The greatest difference between then and now is that we now have the power to act on much wider scales today. A war then might burn one city and kill a few tens of thousands of people at worst. I wish that were true today when we have the ability to destroy the whole fabric of life on our planet in the hands of our militaries. Actually – following the prophets – I wish were would realize the futility of war and put an end to it forever. The prophets, if you read them carefully, tell us that is our duty, our calling if we believe. They cried to the Lord for relief and saw visions of how, at some point in the future history would be changed. By what? By Love. Their very first awareness was that only love
They realized that they were entirely too imperfect themselves and that the world was not yet ready at that time, but in their mind’s eye foresaw that at some point in the future an “anointed one, a Messiah,” in Greek Kristos or in English Christ would come. They are all translations of the same word. He would be the “first born of many sons”[ Romans 8:29] to perfectly embody or incarnate Love. They saw that there first had to be one to open the gate for the rest of us. That’s what they prophecied whether you believe Jesus fulfilled the prophecy or not.

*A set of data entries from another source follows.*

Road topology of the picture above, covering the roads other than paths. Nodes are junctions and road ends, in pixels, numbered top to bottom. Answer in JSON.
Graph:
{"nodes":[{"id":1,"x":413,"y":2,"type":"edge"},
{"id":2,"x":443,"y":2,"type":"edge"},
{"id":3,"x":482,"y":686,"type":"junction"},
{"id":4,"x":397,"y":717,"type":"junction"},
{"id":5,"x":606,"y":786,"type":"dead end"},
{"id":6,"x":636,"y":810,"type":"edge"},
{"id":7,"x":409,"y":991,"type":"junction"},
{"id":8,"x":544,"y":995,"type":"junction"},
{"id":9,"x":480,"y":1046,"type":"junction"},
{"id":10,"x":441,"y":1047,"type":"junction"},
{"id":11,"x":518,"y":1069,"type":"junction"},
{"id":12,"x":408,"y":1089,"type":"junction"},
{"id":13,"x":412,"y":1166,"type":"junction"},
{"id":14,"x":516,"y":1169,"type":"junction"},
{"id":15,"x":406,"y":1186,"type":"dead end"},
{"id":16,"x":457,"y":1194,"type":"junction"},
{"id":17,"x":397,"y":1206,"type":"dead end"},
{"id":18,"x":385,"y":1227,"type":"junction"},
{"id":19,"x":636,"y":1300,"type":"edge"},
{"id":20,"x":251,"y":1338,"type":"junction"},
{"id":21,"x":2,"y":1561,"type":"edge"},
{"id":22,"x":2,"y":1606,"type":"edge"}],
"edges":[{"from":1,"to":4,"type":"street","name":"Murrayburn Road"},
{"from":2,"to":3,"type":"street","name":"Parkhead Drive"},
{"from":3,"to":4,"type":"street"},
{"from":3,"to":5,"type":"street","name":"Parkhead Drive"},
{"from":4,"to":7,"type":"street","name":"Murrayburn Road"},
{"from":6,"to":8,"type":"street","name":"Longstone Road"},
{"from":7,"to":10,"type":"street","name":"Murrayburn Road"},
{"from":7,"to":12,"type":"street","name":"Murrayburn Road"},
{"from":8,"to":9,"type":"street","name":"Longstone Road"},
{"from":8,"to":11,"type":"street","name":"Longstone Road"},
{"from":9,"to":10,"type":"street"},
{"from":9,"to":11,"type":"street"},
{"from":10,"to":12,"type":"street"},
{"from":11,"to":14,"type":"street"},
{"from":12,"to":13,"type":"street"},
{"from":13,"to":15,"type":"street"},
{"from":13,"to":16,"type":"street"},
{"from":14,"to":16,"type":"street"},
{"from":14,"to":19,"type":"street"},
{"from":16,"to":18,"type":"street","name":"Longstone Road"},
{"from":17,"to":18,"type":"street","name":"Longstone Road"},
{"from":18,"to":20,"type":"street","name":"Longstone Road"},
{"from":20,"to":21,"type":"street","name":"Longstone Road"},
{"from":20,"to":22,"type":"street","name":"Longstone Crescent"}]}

The point is that they saw that only such Love could begin the process of redeeming the world. They were very clear that they were talking about a redemption taking place in the realm of human history, in this world. How do we know that? At the time of the early prophets, the Hebrews had no concept of the “afterlife” at all. Their concept was Sheol or Gehenna – the garbage dump burning just outside the wall surrounding the Temple Mount. That’s where people “slept” after they died. No heaven or hell. No conscious existence after death at all. The redemption was of the human experience in this life. My seminary professor of OT was able to trace the exact wording in Hebrew and history of this in detail. Sorry I can’t remember more.
One of the Biblical concepts we learned in seminary is “progressive incarnation.” Again I wish I could remember all of the Biblical citations which describe this concept. The best I can do is to say that it’s really there, but you have to put aside preconceptions and to look carefully for it. Love was a concept barely present in the ancient world. At best it was partially embodied in one’s own family or maybe extending to their immediate neighbors and kin. But even this love is mostly lacking in the Biblical accounts. I think it was Abraham who was ready to turn his wife over to the mod outside his door to have their way with her sexually rather than to fight for her safety or honor. Imagine that of one of the founders of our faith tradition.
Again the point, Love as a way of acting in the world has been a long time coming. The teachings have been given not only through our Judeo-Christian heritage, but through virtually all of the great surviving religious traditions. Maybe we can begin to see the light at the end of the tunnel, but the prophets made it totally clear that God acts through human agency. That’s another theme we were shown in our Biblical studies.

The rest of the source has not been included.